_DESCRIPTION OF THE TASK_
As an exercise, transcribe the data below in full and exactly, omitting pictures.
^^^^^^^^
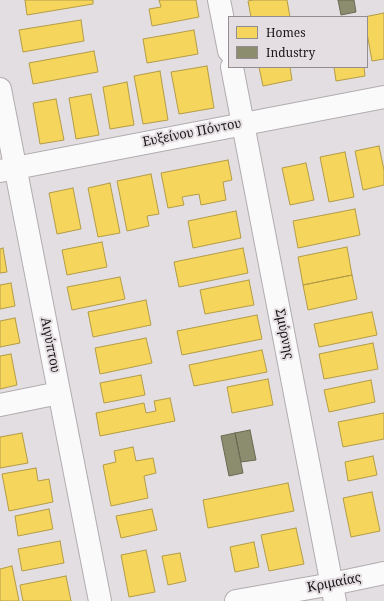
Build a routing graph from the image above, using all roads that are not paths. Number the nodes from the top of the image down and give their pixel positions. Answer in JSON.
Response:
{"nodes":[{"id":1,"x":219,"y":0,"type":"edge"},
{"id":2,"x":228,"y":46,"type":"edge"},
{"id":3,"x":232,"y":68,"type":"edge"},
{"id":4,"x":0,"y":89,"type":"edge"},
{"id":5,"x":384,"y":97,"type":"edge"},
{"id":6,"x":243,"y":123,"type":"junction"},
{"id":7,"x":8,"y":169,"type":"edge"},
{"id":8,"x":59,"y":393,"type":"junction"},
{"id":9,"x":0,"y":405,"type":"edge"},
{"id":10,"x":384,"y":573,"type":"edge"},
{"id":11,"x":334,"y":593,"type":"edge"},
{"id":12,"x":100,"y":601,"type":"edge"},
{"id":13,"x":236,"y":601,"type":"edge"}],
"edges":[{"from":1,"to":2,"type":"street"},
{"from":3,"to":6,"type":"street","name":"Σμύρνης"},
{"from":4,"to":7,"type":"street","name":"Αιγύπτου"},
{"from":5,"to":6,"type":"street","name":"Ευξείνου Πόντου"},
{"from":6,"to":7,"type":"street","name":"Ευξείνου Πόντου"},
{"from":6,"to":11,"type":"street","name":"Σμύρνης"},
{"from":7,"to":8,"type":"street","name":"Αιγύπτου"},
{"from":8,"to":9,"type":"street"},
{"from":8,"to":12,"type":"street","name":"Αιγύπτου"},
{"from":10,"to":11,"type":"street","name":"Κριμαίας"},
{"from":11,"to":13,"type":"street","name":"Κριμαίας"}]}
^^^^^^^^
_SOLUTION FOR THIS TASK_
Build a routing graph from the image above, using all roads that are not paths. Number the nodes from the top of the image down and give their pixel positions. Answer in JSON.
Response:
{"nodes":[{"id":1,"x":219,"y":0,"type":"edge"},
{"id":2,"x":228,"y":46,"type":"edge"},
{"id":3,"x":232,"y":68,"type":"edge"},
{"id":4,"x":0,"y":89,"type":"edge"},
{"id":5,"x":384,"y":97,"type":"edge"},
{"id":6,"x":243,"y":123,"type":"junction"},
{"id":7,"x":8,"y":169,"type":"edge"},
{"id":8,"x":59,"y":393,"type":"junction"},
{"id":9,"x":0,"y":405,"type":"edge"},
{"id":10,"x":384,"y":573,"type":"edge"},
{"id":11,"x":334,"y":593,"type":"edge"},
{"id":12,"x":100,"y":601,"type":"edge"},
{"id":13,"x":236,"y":601,"type":"edge"}],
"edges":[{"from":1,"to":2,"type":"street"},
{"from":3,"to":6,"type":"street","name":"Σμύρνης"},
{"from":4,"to":7,"type":"street","name":"Αιγύπτου"},
{"from":5,"to":6,"type":"street","name":"Ευξείνου Πόντου"},
{"from":6,"to":7,"type":"street","name":"Ευξείνου Πόντου"},
{"from":6,"to":11,"type":"street","name":"Σμύρνης"},
{"from":7,"to":8,"type":"street","name":"Αιγύπτου"},
{"from":8,"to":9,"type":"street"},
{"from":8,"to":12,"type":"street","name":"Αιγύπτου"},
{"from":10,"to":11,"type":"street","name":"Κριμαίας"},
{"from":11,"to":13,"type":"street","name":"Κριμαίας"}]}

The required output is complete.